*WHAT YOU ARE ASKED TO DO:* The expected output is a copy of every line in the records with the string "linecap".

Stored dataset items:

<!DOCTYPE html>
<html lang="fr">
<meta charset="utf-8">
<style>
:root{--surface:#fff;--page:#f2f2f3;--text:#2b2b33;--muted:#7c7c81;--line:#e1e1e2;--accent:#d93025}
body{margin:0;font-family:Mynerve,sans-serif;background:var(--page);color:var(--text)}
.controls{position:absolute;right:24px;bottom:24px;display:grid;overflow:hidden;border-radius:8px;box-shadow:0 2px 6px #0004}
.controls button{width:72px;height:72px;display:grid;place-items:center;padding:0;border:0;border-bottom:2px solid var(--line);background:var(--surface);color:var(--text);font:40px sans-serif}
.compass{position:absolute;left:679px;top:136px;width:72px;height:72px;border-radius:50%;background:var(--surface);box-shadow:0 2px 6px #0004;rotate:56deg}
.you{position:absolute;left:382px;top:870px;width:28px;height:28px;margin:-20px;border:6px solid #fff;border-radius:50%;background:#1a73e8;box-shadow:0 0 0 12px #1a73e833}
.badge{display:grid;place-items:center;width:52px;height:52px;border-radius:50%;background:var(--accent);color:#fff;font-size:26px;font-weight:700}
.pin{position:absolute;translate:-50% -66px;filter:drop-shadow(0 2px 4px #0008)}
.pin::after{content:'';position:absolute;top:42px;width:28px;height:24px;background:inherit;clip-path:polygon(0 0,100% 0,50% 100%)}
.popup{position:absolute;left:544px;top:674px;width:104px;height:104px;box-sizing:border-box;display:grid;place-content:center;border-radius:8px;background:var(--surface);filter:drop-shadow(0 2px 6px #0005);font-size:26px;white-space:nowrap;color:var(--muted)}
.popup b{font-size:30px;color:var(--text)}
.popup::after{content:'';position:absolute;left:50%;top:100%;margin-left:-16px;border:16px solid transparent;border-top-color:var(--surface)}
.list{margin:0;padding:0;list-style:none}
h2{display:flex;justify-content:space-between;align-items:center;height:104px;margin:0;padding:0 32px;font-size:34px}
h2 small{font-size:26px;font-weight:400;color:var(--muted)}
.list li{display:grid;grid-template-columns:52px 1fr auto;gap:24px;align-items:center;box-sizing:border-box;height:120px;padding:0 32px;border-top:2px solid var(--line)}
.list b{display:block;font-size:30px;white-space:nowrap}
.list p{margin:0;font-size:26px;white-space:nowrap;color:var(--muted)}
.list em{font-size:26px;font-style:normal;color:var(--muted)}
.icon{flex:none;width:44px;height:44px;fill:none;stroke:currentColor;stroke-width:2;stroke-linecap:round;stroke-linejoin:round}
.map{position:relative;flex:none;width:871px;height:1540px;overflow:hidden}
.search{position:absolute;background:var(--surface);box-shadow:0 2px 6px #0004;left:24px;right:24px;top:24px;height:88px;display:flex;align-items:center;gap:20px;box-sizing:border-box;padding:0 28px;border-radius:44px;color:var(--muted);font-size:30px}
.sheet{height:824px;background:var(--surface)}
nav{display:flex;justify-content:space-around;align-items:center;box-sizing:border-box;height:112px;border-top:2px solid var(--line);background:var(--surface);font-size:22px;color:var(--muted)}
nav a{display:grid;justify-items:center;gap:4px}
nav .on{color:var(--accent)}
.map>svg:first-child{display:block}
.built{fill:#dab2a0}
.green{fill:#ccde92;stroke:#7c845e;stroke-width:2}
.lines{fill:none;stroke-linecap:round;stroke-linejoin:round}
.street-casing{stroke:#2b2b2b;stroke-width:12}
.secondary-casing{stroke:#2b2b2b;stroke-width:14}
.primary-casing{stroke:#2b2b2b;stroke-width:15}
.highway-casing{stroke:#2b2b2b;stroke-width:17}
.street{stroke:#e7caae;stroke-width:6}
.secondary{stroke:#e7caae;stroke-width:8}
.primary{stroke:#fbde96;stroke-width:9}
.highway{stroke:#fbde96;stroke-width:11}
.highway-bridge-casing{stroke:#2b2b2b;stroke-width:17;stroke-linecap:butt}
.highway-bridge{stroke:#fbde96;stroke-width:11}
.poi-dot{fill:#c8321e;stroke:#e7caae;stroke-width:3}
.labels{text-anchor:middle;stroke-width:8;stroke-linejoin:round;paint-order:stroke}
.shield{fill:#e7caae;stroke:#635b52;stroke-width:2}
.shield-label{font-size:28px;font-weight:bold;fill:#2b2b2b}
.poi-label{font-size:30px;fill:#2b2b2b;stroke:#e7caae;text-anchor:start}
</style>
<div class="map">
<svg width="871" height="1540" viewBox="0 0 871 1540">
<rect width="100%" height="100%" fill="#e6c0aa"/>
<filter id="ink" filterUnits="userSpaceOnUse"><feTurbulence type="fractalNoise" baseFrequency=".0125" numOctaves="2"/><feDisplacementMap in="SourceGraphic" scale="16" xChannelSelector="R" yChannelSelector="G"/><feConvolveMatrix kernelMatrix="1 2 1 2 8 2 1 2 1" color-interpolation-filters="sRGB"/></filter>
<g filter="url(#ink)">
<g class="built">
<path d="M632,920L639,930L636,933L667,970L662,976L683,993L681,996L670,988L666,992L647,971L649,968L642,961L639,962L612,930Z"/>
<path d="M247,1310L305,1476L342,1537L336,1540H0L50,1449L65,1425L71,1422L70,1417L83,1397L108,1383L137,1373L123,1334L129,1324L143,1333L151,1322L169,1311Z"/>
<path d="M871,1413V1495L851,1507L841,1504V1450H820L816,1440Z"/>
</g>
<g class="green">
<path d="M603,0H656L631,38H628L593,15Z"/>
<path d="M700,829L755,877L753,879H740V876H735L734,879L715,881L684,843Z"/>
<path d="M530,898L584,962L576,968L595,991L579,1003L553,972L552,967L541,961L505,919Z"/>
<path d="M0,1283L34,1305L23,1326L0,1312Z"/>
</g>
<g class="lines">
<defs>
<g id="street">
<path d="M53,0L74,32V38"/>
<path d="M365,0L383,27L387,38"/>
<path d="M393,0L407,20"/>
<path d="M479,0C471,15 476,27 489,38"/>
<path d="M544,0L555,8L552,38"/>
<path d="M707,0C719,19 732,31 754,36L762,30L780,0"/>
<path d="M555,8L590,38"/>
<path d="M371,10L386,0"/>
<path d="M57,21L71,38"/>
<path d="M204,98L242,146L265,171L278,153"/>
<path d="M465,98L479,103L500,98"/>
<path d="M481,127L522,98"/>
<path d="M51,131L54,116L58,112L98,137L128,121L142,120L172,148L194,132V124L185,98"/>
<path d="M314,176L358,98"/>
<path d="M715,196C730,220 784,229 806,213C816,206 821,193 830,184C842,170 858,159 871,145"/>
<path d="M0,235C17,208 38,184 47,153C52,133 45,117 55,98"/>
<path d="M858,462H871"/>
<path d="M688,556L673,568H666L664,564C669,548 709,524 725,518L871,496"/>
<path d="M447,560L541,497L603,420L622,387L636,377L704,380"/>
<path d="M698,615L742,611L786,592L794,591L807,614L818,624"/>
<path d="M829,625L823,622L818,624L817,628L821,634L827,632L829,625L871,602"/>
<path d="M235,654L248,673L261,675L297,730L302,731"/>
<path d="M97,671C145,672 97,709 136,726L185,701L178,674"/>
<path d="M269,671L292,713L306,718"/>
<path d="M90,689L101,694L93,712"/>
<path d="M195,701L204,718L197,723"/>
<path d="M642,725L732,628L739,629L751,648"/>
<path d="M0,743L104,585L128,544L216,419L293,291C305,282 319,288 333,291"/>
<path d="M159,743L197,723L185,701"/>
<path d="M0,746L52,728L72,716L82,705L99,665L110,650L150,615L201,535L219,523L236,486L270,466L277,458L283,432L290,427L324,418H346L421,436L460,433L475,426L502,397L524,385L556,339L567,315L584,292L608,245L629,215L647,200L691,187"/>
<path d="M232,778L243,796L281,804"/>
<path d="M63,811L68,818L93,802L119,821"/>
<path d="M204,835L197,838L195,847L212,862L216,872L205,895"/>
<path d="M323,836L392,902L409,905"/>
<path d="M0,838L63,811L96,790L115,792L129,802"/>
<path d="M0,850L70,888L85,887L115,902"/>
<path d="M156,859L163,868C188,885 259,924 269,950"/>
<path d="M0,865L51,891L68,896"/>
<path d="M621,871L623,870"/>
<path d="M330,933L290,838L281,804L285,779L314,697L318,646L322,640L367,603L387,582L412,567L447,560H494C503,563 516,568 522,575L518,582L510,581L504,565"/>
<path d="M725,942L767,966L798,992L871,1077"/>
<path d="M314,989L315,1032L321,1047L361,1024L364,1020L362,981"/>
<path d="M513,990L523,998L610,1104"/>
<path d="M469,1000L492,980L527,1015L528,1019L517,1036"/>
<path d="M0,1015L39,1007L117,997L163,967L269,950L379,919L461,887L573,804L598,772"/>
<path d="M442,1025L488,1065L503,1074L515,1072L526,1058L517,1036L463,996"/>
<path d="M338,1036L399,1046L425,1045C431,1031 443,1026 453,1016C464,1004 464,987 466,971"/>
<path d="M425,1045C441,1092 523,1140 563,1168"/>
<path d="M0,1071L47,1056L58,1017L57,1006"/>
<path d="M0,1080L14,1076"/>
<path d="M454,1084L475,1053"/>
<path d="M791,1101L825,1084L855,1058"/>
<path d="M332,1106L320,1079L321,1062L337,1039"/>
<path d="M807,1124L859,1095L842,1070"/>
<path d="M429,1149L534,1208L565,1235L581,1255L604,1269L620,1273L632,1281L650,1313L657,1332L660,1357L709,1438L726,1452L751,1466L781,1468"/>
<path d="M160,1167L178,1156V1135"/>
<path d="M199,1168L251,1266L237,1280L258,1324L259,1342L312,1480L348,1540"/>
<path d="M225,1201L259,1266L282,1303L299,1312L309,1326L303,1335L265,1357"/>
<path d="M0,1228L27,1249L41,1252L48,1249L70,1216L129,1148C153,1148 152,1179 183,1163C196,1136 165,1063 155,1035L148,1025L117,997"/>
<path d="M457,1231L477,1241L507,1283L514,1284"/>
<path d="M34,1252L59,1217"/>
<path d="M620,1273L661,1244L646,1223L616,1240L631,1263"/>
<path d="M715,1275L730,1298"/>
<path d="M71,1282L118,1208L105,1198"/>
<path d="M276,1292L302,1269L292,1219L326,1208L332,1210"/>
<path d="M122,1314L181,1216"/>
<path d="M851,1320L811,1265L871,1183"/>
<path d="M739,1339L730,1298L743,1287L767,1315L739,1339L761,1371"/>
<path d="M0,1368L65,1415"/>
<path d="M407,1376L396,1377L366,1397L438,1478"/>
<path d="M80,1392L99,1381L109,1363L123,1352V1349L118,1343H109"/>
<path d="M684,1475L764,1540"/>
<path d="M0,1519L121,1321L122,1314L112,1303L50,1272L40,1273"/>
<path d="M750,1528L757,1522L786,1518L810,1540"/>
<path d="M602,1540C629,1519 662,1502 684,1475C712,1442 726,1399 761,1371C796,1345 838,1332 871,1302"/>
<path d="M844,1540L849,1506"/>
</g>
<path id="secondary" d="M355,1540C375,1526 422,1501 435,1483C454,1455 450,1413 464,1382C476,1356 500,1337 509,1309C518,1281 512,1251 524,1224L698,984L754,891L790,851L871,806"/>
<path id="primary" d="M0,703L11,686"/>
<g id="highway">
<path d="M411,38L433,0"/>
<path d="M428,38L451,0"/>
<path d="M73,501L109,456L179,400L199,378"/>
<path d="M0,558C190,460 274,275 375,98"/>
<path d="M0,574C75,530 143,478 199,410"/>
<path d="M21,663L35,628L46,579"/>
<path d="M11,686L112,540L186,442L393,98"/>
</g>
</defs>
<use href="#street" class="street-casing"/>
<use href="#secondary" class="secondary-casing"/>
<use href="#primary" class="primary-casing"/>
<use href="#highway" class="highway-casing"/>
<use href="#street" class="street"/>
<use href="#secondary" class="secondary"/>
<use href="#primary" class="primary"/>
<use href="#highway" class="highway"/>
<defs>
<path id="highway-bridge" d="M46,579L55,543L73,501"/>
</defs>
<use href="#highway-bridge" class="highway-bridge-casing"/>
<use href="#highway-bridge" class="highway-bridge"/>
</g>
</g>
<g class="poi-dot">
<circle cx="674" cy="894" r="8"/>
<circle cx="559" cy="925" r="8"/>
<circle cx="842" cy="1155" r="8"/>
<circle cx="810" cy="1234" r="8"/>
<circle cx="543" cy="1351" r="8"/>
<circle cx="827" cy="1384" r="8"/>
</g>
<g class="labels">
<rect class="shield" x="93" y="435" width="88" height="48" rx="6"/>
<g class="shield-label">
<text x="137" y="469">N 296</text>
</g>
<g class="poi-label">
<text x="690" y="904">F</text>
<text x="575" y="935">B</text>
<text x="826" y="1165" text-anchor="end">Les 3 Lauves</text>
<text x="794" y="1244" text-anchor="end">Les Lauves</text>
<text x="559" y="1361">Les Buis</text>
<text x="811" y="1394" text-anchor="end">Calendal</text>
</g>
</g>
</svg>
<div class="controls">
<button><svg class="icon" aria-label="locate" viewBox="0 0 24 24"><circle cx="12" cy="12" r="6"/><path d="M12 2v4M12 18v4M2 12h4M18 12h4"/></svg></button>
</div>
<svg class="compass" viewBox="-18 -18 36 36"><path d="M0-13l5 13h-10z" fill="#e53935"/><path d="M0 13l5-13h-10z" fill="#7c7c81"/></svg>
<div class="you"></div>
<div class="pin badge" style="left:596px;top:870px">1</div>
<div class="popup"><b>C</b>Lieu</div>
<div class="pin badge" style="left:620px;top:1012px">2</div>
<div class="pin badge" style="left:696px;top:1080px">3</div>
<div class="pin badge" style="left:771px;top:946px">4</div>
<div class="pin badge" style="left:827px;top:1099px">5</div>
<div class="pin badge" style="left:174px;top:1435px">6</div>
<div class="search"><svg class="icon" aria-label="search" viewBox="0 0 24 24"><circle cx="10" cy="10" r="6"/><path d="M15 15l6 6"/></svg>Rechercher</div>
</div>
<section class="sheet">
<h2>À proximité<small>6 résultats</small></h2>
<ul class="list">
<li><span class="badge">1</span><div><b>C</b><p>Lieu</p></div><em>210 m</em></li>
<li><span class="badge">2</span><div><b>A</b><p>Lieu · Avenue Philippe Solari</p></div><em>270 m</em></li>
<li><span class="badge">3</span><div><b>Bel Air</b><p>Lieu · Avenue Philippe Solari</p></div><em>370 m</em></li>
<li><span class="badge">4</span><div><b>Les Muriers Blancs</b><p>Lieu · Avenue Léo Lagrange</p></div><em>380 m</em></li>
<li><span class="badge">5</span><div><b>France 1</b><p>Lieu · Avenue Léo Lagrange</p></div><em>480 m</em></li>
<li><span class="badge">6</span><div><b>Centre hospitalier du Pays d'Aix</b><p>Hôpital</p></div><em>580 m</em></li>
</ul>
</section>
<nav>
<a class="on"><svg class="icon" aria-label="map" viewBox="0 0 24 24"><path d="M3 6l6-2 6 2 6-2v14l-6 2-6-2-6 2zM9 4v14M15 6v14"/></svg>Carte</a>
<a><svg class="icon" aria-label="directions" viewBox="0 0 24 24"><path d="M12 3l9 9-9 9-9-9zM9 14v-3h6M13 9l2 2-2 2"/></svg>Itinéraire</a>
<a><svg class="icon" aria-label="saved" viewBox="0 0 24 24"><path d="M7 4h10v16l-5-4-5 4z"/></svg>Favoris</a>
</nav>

*RESPONSE TO THIS EXERCISE:*
.icon{flex:none;width:44px;height:44px;fill:none;stroke:currentColor;stroke-width:2;stroke-linecap:round;stroke-linejoin:round}
.lines{fill:none;stroke-linecap:round;stroke-linejoin:round}
.highway-bridge-casing{stroke:#2b2b2b;stroke-width:17;stroke-linecap:butt}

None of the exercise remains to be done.